──────── RECORDED INFORMATION ────────

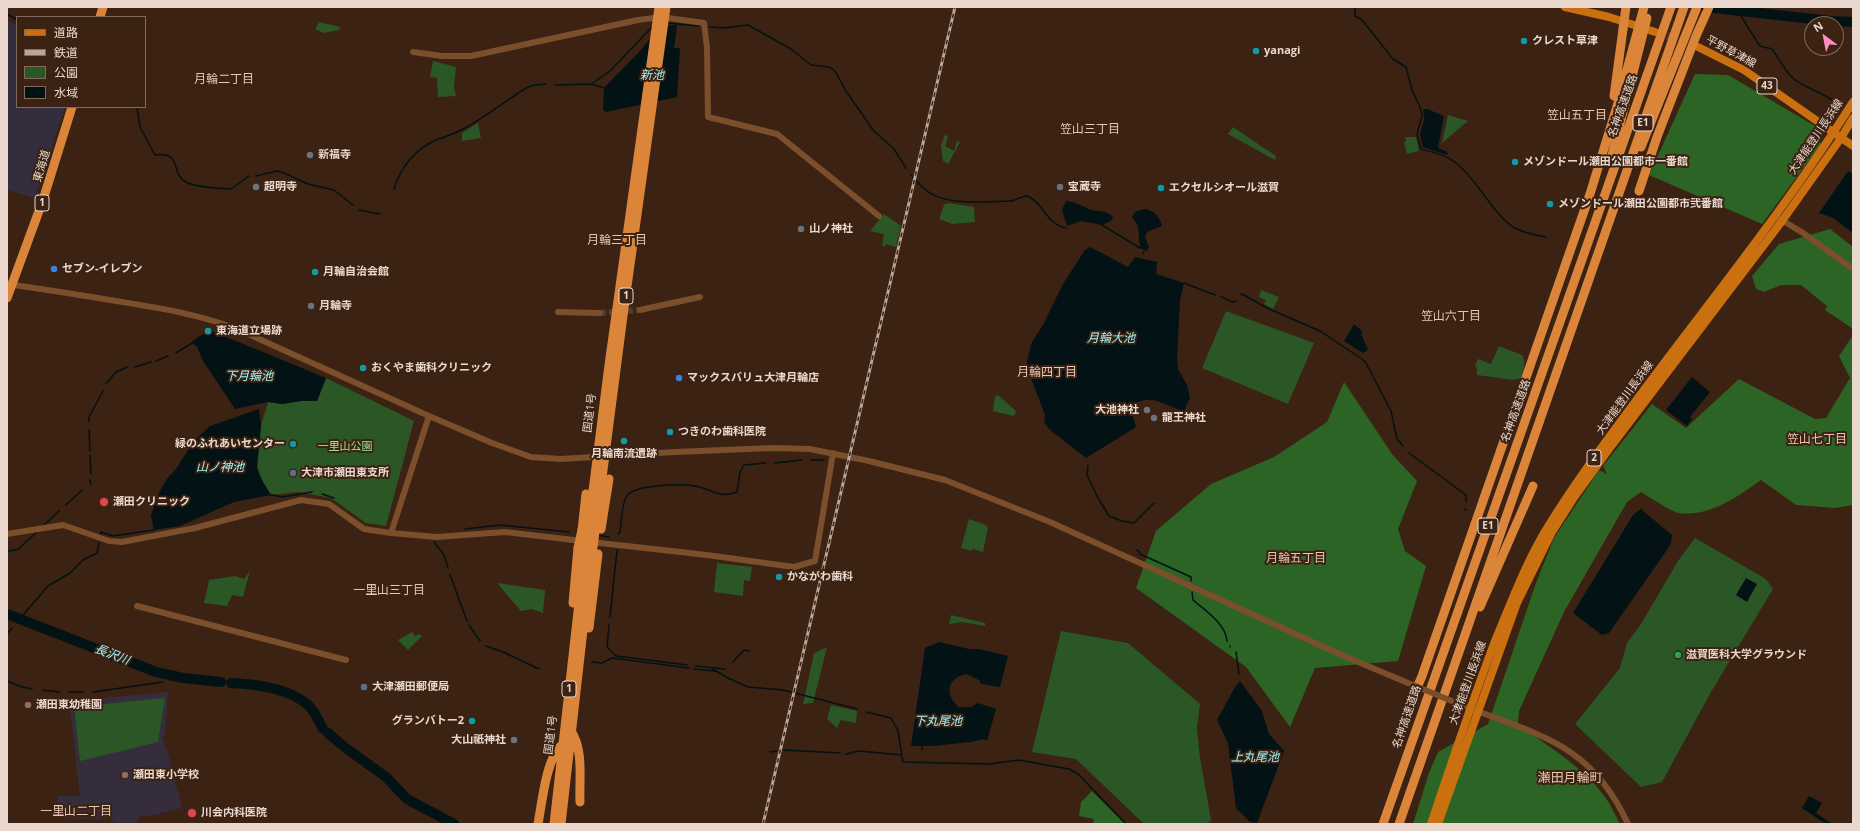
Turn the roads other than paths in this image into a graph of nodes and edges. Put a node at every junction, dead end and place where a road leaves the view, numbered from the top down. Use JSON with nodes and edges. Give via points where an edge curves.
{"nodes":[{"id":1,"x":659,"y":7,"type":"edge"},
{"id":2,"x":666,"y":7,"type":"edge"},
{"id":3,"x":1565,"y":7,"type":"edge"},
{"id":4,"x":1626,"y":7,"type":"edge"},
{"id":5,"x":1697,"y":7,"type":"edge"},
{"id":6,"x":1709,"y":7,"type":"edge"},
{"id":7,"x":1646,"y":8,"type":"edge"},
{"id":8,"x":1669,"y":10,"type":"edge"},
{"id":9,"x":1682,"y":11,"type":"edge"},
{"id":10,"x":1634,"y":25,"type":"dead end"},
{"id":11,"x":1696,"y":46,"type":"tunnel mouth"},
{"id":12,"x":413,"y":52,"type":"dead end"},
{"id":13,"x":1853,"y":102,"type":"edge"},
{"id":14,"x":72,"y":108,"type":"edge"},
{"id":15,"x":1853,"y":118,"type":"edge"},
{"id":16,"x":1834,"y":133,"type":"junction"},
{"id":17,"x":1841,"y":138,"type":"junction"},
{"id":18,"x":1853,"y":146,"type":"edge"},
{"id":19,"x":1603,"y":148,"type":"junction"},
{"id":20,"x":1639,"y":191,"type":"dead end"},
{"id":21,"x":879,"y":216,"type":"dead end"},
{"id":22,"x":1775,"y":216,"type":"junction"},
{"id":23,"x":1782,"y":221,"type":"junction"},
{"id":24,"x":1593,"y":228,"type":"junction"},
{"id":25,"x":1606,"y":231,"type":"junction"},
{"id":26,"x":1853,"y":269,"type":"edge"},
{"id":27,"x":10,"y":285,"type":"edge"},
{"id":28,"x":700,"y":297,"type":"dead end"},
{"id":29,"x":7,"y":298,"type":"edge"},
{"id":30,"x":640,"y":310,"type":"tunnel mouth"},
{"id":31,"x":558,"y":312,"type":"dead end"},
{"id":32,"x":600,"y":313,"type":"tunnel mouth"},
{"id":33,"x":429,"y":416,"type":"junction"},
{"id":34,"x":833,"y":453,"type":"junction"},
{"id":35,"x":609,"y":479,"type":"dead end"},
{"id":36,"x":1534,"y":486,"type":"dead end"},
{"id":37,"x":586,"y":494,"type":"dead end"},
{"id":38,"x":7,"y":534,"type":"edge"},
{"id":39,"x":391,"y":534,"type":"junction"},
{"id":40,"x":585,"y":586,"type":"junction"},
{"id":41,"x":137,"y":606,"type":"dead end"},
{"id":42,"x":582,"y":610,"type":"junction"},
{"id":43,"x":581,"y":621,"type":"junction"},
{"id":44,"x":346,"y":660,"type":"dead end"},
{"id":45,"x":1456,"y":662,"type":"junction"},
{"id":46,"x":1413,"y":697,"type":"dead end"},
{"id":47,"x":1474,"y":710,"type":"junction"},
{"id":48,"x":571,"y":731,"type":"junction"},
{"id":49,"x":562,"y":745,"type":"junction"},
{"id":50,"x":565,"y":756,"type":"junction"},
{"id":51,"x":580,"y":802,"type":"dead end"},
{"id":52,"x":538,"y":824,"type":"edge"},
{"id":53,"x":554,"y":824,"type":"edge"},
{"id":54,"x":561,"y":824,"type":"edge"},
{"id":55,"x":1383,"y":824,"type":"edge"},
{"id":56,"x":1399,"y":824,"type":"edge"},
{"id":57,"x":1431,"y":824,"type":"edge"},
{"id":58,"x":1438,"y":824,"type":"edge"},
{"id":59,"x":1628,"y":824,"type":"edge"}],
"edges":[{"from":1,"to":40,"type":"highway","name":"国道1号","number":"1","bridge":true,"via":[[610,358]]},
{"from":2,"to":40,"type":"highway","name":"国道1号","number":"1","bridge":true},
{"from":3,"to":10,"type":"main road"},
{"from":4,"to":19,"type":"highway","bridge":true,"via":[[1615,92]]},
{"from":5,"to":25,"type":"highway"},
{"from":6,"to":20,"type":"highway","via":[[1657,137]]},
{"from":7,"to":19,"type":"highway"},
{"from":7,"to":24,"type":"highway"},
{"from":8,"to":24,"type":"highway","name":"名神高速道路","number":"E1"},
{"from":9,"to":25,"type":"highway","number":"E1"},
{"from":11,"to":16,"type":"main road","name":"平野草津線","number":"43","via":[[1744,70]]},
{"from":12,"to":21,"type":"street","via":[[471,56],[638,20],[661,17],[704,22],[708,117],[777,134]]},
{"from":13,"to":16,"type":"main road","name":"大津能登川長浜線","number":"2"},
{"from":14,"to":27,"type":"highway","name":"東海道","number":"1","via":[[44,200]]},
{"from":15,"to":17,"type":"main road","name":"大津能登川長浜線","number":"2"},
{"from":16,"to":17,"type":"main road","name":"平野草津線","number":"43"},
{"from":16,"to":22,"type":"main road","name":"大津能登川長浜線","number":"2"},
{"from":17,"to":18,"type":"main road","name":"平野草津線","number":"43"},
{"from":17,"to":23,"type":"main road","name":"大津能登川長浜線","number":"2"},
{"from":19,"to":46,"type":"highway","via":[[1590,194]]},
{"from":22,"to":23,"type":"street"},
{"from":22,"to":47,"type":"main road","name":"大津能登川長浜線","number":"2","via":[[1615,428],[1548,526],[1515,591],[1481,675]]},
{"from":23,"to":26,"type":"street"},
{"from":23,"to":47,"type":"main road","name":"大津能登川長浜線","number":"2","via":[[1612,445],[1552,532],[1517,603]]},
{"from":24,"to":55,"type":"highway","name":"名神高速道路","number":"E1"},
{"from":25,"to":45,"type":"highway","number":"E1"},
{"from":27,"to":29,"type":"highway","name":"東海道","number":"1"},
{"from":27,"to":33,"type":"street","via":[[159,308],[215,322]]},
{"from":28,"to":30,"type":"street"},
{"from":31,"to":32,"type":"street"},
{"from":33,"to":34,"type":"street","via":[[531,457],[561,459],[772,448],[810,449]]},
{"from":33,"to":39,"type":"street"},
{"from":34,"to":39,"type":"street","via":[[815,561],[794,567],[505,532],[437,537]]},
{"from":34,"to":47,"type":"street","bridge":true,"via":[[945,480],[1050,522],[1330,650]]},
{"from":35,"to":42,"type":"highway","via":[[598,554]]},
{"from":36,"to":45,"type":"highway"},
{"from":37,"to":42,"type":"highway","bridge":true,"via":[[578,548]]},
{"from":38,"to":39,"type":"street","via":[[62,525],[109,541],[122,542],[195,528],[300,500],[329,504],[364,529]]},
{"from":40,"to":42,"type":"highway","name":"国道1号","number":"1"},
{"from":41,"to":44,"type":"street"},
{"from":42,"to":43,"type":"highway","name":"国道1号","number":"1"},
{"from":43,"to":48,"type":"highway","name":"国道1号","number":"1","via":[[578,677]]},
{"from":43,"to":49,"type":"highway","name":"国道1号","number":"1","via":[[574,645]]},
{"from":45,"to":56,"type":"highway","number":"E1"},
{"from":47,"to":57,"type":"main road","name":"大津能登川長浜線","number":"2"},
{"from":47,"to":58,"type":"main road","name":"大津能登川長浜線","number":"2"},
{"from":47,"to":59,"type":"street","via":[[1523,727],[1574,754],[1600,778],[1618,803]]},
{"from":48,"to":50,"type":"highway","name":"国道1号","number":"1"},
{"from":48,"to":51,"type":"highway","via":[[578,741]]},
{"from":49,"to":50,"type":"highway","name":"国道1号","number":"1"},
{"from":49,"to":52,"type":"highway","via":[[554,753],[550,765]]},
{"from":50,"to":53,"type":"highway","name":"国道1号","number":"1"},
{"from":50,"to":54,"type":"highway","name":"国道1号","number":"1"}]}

────────

_TASK PROMPT_
What lines in the material above hold the string "true"? List them.

_ANSWER TO THIS PROBLEM_
"edges":[{"from":1,"to":40,"type":"highway","name":"国道1号","number":"1","bridge":true,"via":[[610,358]]},
{"from":2,"to":40,"type":"highway","name":"国道1号","number":"1","bridge":true},
{"from":4,"to":19,"type":"highway","bridge":true,"via":[[1615,92]]},
{"from":34,"to":47,"type":"street","bridge":true,"via":[[945,480],[1050,522],[1330,650]]},
{"from":37,"to":42,"type":"highway","bridge":true,"via":[[578,548]]},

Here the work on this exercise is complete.